» Supplied information

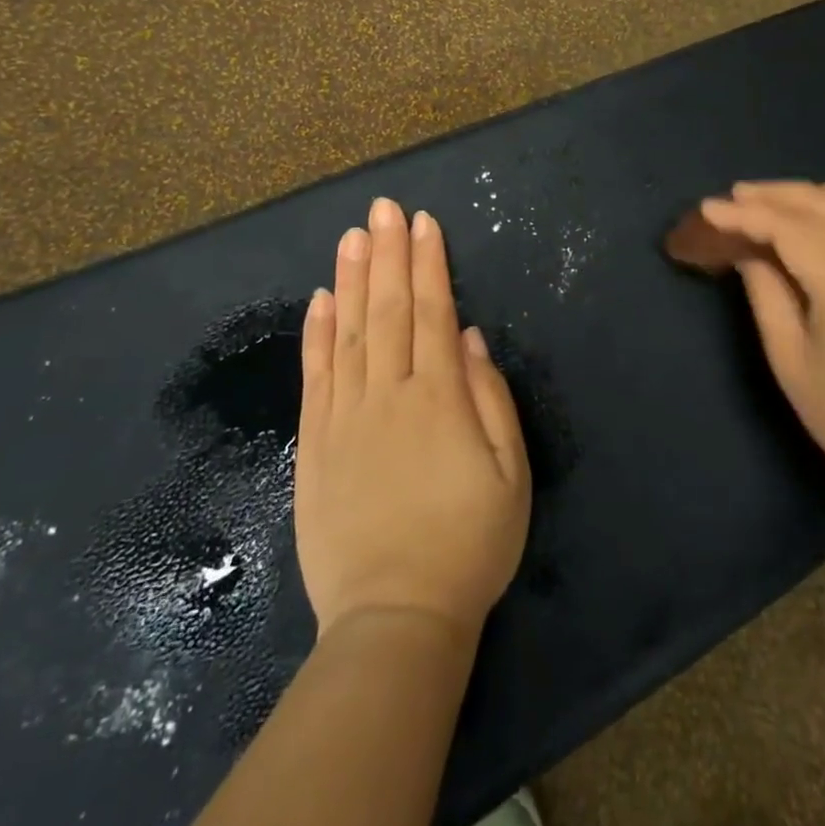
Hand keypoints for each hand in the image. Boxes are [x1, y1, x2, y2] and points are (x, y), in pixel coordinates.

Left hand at [294, 197, 530, 641]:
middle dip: (388, 254)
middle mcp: (388, 394)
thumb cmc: (469, 544)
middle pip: (387, 310)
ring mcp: (345, 417)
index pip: (431, 312)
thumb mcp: (509, 473)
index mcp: (438, 398)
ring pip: (347, 332)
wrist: (396, 617)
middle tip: (383, 208)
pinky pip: (315, 376)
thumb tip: (466, 337)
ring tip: (351, 236)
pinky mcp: (315, 443)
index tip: (422, 222)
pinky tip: (320, 298)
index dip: (427, 264)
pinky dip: (316, 333)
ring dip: (350, 279)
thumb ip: (489, 398)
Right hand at [676, 181, 824, 508]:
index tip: (707, 209)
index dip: (743, 214)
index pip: (787, 227)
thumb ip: (767, 295)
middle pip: (820, 204)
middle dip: (771, 195)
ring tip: (775, 201)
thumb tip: (748, 252)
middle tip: (732, 199)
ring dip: (811, 193)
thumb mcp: (791, 361)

» Assignment
Above are the entries. Copy exactly the part that opens with the line containing "Left hand at" and closes with the line containing "ring tip: (351, 236)", and no more.

» Result below
Left hand at [294, 197, 530, 641]:
middle dip: (388, 254)
middle mcp: (388, 394)
thumb cmc: (469, 544)
middle pip: (387, 310)
ring mcp: (345, 417)
index pip: (431, 312)
thumb mcp: (509, 473)
index mcp: (438, 398)
ring pip: (347, 332)
wrist: (396, 617)
middle tip: (383, 208)
pinky pip: (315, 376)
thumb tip: (466, 337)
ring tip: (351, 236)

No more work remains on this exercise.